A description of the project is available in canvas (see Assignments).
## Project Ideas
Let us extend the list of possible project ideas.
- Use Grammatical Framework to build a recipe translator.
- Use a language model for one of various NLP tasks such as sentiment analysis, question answering, topic detection, ... a great lists of [example projects at McCormick's blog](http://mccormickml.com/archive/), see also our [curated list](https://hackmd.io/@GAbY-V7cQxaoWKC3MkfoxQ/S1dW_z-mc).
- What is the effect of fine tuning on question answering? [^question-answering]
- Are there ways to make GPT-3 (or another language model) represent a person? [^person]
- A version of Trivial Pursuit "Can you beat the AI?". For example: Use a scraper to extract Wikipedia pages on a topic. Finetune BERT with the Wikipedia data. Use Name Recognition to extract sentences with names. Mask out the names and present them on a screen.
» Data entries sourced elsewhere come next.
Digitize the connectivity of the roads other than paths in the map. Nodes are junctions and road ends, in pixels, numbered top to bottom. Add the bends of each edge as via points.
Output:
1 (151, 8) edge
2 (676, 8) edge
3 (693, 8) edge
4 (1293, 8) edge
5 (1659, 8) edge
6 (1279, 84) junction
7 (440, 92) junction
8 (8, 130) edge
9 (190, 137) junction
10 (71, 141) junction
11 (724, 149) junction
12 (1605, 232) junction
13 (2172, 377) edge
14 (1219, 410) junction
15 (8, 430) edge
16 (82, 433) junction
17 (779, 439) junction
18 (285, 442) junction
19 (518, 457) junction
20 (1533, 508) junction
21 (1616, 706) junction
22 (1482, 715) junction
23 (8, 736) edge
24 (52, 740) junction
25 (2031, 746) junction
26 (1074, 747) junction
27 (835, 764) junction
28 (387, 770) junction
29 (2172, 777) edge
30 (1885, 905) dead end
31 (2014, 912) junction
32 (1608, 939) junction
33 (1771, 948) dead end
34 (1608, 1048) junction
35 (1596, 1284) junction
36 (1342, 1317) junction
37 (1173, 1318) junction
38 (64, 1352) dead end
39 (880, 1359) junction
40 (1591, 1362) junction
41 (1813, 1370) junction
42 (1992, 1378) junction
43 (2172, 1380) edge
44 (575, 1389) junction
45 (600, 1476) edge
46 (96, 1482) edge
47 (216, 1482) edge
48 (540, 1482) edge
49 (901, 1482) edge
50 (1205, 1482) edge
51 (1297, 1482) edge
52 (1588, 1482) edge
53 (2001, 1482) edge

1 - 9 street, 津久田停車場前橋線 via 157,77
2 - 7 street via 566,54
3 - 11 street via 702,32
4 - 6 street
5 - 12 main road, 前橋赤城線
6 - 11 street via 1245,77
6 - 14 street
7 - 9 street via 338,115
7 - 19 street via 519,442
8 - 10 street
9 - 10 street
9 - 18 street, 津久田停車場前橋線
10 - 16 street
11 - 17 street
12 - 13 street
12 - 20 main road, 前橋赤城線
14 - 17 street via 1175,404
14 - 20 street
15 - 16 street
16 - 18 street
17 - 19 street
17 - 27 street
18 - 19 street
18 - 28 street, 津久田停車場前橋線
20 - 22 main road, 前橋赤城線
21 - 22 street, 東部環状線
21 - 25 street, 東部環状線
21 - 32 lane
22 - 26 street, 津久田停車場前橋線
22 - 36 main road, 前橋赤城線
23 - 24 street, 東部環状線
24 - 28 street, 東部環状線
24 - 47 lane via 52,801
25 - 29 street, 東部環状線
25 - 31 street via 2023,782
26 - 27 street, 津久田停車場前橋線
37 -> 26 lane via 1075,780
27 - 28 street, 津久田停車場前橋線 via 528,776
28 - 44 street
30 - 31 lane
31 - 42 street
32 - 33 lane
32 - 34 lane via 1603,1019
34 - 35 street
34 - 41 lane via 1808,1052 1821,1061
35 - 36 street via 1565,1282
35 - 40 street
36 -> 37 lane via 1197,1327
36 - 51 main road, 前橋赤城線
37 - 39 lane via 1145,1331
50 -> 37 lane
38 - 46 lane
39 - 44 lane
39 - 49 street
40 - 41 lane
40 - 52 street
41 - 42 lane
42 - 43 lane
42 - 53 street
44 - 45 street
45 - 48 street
Make the human user fill in the blank and make BERT fill in the blank. Compare the result. Iterate.
- Can we measure the distance between languages by using Google Translate (or OpenAI) to translate back and forth between two languages and then measure the similarity? [^fixedpoint] [^measure]
- ... (let us know about your ideas) ...
## References and Further Reading
- [McCormick's Notebooks](http://mccormickml.com/archive/)
- Dive into Deep Learning (with notebooks)
- [Chapter 14.8](https://d2l.ai/chapter_natural-language-processing-pretraining/bert.html)
- [Chapter 15.6-7](https://d2l.ai/chapter_natural-language-processing-applications/finetuning-bert.html)
## <font color=red>Homework</font>
Make preliminary plans for a project. See the Assignments in Canvas and sign up until **Fri April 8.**
<!--[Email (click on the link)](mailto:haub@chapman.edu,akurz@chapman.edu?subject=CSPC-298-06%20Final%20Project%20Plan) your group members and one a paragraph description to us by **Tue April 5, 3pm**.-->
[^question-answering]: For example, curate a list of questions on a certain topic, say the American Constitution. Collect the answers. Now fine-tune the language model with the Wikipedia pages on that topic and repeat the experiment. Do you get better answers in the 2nd case? See [here](https://colab.research.google.com/drive/1uSlWtJdZmLrI3FCNIlUHFxwAJiSu2J0-#scrollTo=6_mAnIPKaXyw) and [here](https://colab.research.google.com/drive/1k7lExKPaZyI9LKeeQFpZeF92hFNCQ5nC#scrollTo=r-byttpdMhJw) and [here](https://towardsdatascience.com/question-and-answering-with-bert-6ef89a78dac) and [here](https://developer.apple.com/documentation/coreml/model_integration_samples/finding_answers_to_questions_in_a_text_document) for using BERT (a limitation is that text and question are limited to a few hundred tokens).
[^fixedpoint]: It is also interesting to measure how long it takes to reach fixed point.
[^measure]:(Remember that measuring similarlity can be done with language models.)
[^person]: It is easy to trick GPT-3 into giving contradictory answers about age, gender, nationality, etc. What happens if one fine-tunes the language model with question-answer pairs? Does the fine-tuned language model only learn the answers to the specific quesitons used during the fine-tuning, or does it start building a coherent persona?